### RAW DATA
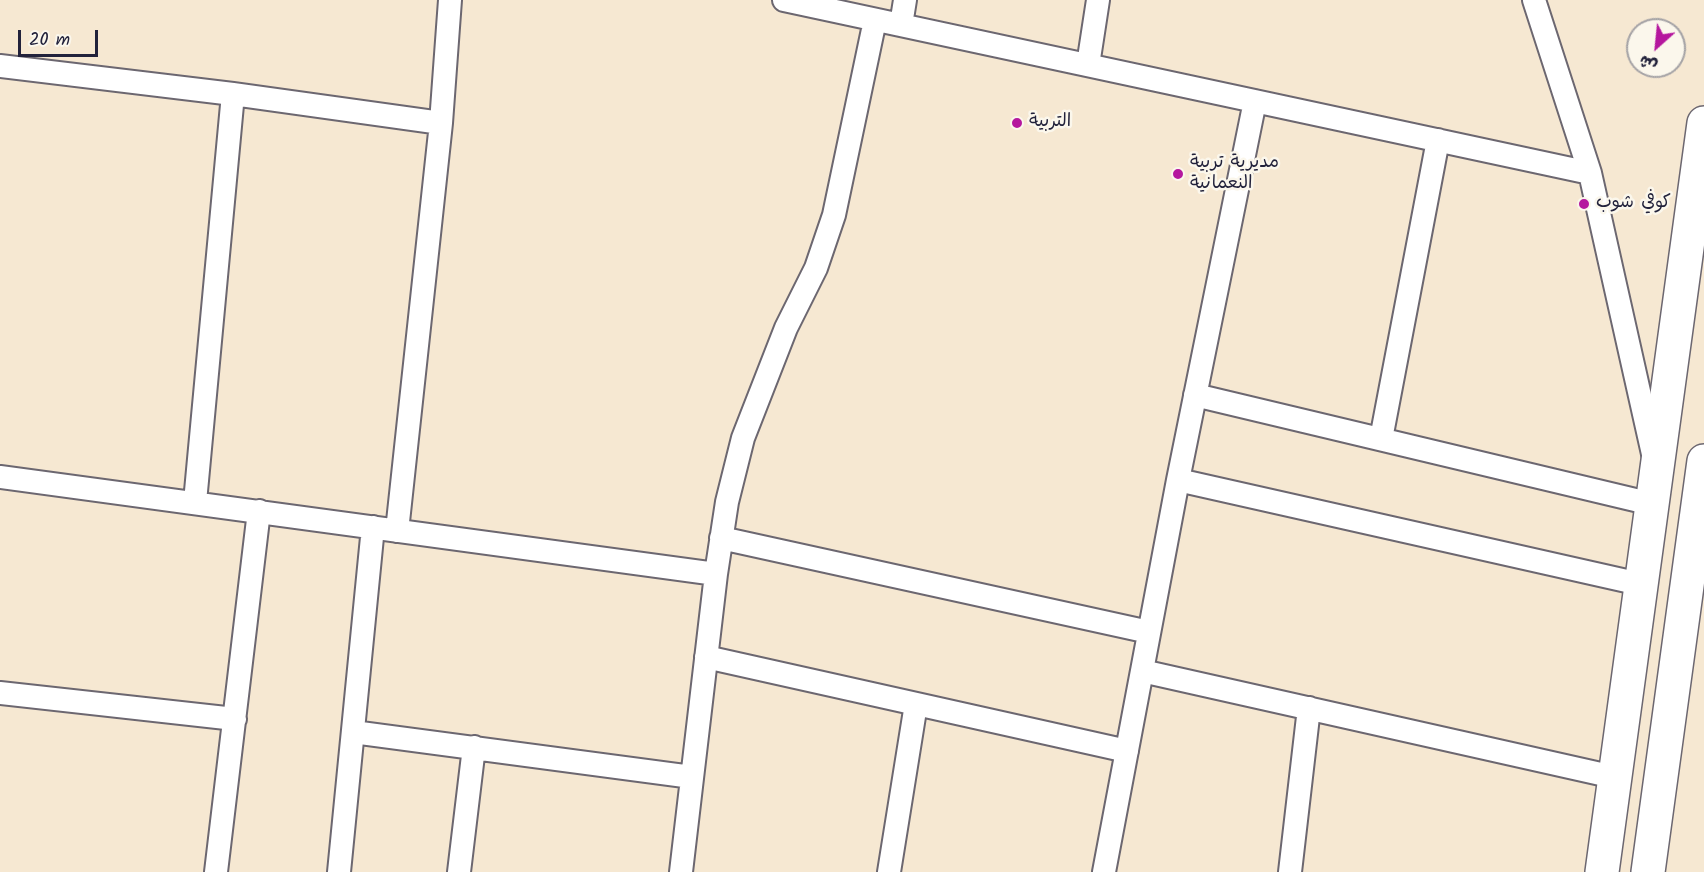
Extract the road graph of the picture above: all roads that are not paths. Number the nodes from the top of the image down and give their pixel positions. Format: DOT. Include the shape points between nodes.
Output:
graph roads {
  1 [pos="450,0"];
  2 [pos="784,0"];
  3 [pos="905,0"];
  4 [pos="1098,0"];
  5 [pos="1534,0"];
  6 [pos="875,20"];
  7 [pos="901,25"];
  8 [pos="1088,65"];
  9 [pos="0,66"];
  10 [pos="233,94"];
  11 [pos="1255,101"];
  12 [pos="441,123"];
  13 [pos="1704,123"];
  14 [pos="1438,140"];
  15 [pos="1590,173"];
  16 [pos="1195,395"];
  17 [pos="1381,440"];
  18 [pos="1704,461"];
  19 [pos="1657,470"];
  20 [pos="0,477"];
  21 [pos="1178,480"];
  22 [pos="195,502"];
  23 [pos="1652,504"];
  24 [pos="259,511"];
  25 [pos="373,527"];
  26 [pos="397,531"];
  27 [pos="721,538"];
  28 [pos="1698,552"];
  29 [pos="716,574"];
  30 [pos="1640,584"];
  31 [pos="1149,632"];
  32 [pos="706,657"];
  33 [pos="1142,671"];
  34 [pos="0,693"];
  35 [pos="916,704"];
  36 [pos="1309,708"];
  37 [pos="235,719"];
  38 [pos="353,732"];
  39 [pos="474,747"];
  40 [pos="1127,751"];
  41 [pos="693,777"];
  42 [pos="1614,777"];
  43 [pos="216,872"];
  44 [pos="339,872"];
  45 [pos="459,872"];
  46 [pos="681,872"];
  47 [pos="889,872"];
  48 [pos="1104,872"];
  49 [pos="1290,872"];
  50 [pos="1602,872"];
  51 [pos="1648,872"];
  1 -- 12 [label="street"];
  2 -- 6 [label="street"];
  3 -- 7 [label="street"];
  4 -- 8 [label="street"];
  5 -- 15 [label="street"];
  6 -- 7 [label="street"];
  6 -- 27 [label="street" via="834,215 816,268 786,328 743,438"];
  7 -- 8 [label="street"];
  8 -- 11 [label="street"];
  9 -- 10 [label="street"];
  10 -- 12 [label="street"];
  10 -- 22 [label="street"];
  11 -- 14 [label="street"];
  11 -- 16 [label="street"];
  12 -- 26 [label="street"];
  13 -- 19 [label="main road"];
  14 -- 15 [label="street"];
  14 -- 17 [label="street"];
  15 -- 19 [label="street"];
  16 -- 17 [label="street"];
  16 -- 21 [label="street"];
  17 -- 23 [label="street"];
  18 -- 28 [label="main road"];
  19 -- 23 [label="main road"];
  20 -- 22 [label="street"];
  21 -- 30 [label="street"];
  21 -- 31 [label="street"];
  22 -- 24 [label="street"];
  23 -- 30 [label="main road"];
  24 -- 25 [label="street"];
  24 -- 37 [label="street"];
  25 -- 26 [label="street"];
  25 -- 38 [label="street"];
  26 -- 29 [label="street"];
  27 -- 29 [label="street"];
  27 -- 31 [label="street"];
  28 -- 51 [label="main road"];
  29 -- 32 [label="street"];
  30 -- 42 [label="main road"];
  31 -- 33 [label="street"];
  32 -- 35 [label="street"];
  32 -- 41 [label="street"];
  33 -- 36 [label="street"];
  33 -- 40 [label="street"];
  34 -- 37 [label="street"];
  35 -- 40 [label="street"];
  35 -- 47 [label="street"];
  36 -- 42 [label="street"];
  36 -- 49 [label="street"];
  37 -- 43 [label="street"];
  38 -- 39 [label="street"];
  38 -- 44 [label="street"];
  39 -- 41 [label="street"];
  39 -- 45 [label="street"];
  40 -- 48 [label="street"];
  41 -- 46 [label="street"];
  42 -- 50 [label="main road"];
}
--
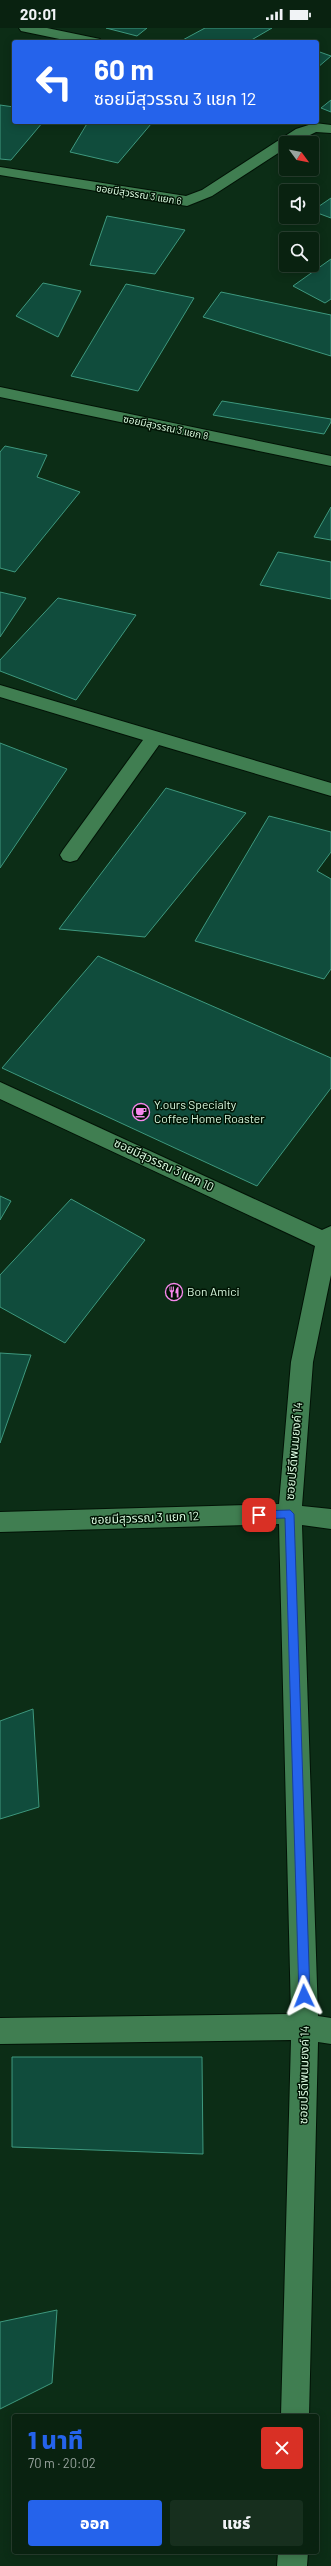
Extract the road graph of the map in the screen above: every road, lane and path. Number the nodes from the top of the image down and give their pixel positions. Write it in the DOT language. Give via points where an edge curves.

### THE PROBLEM
Go through the records and gather the lines that hold "from".

### YOUR RESPONSE
Extract the road graph of the picture above: all roads that are not paths. Number the nodes from the top of the image down and give their pixel positions. Format: DOT. Include the shape points between nodes.
Extract the road graph of the map in the screen above: every road, lane and path. Number the nodes from the top of the image down and give their pixel positions. Write it in the DOT language. Give via points where an edge curves.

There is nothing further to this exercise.